O presidente eleito dos EUA, Donald Trump, ameaçou no final de novembro impor tarifas de 100% sobre produtos dos países do Brics, grupo de economias emergentes, incluindo o Brasil, caso esses países tentem substituir o dólar por outra moeda em transações internacionais.
Trump escreveu em sua plataforma Truth Social: “A ideia de que os países do Brics estão tentando se afastar do dólar enquanto ficamos parados assistindo acabou.” Ele afirmou que os países do Brics precisam se comprometer a não criar uma nova moeda nem apoiar qualquer outra moeda para substituir o dólar. Caso contrário, enfrentariam tarifas de 100% e perderiam acesso ao mercado dos EUA.

Ele também disse: “Eles podem procurar outro ‘otário’. Não há chance de o Brics substituir o dólar americano no comércio internacional, e qualquer país que tente terá que dizer adeus aos Estados Unidos.”
Além do Brasil, o Brics inclui África do Sul, China, Índia, Rússia, Egito, Irã, Emirados Árabes Unidos e Etiópia.

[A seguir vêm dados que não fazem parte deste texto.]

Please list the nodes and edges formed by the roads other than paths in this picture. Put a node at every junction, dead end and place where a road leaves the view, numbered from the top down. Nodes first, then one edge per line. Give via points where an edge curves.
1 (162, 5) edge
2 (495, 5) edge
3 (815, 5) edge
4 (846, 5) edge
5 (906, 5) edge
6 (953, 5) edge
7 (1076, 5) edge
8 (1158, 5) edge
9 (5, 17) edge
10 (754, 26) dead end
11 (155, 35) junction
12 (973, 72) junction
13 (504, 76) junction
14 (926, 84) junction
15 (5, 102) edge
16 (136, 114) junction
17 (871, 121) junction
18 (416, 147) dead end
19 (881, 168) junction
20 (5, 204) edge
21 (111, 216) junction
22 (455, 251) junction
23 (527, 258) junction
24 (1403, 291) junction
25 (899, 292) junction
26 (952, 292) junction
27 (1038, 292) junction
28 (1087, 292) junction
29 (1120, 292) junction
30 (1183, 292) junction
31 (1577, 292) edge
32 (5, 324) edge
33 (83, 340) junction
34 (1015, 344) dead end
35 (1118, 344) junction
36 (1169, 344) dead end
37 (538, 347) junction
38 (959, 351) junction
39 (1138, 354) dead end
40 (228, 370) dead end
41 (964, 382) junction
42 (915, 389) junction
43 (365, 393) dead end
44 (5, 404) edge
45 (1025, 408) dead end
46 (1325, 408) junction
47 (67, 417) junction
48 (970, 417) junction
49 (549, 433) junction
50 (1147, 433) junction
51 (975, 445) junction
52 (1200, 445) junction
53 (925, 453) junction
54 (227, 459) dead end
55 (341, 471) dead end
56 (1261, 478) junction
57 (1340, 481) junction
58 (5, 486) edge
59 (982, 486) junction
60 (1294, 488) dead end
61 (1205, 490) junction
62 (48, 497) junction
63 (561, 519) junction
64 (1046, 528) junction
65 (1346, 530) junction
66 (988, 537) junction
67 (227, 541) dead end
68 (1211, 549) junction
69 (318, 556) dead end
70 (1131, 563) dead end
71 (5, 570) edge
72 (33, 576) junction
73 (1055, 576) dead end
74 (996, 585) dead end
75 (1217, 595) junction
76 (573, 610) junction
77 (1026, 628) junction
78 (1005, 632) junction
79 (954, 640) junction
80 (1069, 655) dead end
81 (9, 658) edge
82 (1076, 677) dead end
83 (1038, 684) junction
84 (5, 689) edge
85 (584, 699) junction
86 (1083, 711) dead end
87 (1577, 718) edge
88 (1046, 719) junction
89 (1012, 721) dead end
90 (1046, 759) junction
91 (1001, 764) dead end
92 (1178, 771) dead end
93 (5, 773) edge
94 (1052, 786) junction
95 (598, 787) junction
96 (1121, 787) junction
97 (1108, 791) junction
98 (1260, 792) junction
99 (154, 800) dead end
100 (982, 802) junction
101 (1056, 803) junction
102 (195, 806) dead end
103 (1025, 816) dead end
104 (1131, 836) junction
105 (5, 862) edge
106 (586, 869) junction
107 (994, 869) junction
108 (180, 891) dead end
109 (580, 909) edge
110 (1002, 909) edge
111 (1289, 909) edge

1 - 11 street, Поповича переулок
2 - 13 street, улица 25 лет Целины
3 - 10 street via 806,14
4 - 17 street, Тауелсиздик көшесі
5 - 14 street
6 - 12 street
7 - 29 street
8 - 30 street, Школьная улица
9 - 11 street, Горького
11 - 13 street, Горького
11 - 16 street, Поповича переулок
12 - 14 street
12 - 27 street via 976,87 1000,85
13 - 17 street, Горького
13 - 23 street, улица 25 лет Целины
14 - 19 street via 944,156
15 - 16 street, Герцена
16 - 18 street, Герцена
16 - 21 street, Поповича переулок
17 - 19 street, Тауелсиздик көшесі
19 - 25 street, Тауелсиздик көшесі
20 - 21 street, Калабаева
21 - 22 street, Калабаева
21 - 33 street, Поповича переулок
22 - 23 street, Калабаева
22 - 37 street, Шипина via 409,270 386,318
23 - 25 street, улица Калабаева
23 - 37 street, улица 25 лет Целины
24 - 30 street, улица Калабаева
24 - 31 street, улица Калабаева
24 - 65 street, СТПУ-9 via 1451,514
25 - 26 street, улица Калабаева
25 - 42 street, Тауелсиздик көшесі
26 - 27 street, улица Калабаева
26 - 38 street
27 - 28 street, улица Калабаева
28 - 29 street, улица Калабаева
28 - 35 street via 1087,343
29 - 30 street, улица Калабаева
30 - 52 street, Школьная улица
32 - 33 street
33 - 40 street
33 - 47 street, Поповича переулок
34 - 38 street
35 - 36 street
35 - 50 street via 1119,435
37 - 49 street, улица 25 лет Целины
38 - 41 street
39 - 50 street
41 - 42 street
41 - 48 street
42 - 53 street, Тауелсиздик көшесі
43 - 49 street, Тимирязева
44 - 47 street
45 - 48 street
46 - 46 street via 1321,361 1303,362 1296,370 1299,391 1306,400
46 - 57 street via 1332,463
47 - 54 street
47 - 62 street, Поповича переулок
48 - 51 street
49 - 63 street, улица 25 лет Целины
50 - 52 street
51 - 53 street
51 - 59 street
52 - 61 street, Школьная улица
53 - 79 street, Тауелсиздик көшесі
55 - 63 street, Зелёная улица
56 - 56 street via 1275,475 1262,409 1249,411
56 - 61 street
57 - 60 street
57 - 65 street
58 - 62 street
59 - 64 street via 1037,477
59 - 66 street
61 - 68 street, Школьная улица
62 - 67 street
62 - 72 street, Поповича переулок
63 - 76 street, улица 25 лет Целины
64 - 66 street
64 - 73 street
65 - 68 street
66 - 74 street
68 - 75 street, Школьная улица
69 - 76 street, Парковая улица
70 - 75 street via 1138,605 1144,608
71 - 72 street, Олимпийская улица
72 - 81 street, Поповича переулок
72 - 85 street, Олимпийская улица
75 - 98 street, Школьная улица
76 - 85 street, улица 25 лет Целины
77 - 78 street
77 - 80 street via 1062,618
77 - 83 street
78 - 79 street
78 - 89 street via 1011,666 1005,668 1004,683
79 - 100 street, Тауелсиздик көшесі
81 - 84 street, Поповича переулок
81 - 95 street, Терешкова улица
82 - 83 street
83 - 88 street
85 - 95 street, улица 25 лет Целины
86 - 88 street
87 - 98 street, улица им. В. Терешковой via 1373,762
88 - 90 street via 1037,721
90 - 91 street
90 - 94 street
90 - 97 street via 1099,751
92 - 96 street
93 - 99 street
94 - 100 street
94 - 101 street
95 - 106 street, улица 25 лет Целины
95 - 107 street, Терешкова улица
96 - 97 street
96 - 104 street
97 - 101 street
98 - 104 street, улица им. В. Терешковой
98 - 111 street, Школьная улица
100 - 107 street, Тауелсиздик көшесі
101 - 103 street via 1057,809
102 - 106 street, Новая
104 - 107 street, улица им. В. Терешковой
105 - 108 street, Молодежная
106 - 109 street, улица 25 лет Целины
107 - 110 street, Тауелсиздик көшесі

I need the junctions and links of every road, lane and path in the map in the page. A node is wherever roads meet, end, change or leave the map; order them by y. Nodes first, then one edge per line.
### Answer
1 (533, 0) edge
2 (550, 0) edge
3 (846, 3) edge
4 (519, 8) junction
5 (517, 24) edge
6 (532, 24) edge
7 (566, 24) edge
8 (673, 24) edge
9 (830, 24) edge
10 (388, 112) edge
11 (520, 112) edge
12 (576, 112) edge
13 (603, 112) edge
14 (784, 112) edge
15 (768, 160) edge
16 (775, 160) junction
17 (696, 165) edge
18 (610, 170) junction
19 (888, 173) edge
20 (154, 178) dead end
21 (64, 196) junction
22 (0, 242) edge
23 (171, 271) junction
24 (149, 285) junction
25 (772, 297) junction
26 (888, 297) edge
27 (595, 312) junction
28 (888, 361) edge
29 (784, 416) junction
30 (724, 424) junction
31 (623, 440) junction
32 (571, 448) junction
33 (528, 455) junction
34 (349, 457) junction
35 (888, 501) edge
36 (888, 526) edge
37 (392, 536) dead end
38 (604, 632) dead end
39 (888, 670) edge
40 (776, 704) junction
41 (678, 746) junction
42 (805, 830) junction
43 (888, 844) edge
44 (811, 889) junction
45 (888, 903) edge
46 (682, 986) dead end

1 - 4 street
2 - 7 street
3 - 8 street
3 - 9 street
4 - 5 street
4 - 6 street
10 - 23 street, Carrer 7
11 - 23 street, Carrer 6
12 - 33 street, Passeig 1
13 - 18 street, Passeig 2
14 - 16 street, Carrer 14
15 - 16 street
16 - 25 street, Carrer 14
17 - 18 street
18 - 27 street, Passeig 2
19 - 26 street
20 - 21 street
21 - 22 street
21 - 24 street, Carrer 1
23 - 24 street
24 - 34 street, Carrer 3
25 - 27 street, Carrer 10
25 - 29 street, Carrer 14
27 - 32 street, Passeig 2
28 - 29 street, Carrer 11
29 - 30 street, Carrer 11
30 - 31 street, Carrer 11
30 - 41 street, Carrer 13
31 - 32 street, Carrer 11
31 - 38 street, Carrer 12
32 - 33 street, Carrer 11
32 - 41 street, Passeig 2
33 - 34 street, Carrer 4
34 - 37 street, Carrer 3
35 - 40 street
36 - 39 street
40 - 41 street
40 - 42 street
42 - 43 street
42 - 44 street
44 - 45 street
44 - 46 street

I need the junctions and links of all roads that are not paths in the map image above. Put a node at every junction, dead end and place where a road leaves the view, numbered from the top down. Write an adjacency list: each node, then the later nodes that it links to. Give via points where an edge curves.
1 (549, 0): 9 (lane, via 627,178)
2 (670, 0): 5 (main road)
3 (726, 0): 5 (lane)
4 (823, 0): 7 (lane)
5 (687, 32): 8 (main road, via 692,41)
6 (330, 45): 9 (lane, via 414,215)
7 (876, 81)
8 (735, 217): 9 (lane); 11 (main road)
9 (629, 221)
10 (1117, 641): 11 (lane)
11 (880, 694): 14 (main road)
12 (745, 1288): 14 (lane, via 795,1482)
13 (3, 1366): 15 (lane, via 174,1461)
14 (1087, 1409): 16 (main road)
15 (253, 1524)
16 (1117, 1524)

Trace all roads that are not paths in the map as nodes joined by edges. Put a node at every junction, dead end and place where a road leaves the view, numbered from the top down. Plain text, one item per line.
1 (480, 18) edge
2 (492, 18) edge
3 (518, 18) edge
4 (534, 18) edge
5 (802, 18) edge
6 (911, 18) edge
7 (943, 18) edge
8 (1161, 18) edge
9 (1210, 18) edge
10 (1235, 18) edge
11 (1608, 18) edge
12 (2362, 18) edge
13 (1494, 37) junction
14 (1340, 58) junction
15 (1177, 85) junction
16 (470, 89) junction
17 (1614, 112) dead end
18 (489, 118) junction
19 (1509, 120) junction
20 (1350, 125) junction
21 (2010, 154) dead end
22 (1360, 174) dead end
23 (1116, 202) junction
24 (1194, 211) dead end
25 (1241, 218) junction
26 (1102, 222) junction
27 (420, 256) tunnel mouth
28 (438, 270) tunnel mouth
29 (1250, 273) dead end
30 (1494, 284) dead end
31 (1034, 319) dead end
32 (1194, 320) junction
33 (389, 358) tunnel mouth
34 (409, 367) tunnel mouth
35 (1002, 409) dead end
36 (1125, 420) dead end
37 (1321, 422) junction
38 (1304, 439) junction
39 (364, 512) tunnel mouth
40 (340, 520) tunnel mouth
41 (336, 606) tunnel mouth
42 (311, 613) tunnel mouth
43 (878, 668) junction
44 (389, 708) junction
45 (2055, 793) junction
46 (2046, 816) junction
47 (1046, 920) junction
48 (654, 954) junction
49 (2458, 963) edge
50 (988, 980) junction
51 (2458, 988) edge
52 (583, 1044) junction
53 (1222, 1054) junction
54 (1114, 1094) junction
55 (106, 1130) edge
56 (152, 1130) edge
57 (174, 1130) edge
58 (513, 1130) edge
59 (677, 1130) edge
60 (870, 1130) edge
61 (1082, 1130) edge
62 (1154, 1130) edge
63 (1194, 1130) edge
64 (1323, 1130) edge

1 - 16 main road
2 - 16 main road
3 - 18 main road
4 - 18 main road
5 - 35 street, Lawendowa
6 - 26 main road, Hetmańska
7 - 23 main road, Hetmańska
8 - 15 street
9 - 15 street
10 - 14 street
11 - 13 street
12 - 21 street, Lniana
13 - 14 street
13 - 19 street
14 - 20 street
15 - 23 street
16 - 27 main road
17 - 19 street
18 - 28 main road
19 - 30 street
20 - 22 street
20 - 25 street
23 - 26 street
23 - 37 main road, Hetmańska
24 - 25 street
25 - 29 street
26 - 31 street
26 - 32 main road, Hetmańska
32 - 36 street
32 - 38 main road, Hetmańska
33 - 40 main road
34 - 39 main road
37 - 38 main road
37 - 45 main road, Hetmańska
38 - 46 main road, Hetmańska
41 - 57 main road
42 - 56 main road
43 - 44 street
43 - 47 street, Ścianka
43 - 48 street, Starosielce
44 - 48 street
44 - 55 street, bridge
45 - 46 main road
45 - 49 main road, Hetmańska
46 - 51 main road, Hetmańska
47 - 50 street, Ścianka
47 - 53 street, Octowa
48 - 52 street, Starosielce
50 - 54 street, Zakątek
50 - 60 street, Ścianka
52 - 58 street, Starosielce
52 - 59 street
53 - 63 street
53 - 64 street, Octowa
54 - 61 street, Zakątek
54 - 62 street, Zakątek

O Brasil assumirá a presidência do bloco em janeiro de 2025.
Os EUA são o segundo maior destino das exportações brasileiras, atrás apenas da China, e o principal destino das exportações de produtos manufaturados. Em 2023, o Brasil exportou US$ 36,9 bilhões para os EUA, enquanto para a China foram US$ 104,3 bilhões. As importações dos EUA para o Brasil somaram US$ 38 bilhões.
Se Trump cumprir a ameaça, as tarifas de 100% tornariam mais difícil para os produtos brasileiros entrarem no mercado americano. A equipe de transição de Trump não deu detalhes sobre os planos, e o Brasil ainda não se pronunciou oficialmente sobre as declarações.
José Augusto de Castro, presidente da Associação de Comércio Exterior do Brasil (AEB), disse à BBC News Brasil que a ameaça é preocupante, pois tarifas de 100% poderiam dobrar os preços dos produtos e reduzir a demanda. No entanto, ele considera improvável que os EUA realmente adotem tarifas tão altas.
Essas declarações fazem parte de uma série de ameaças de Trump sobre tarifas a parceiros comerciais. O presidente eleito também afirmou que pode impor tarifas de 25% sobre produtos do Canadá e do México, além de 10% sobre produtos da China, para forçar esses países a controlar o ingresso de drogas e imigrantes ilegais nos EUA. Seu primeiro mandato (2017-2021) foi marcado por uma guerra comercial com a China.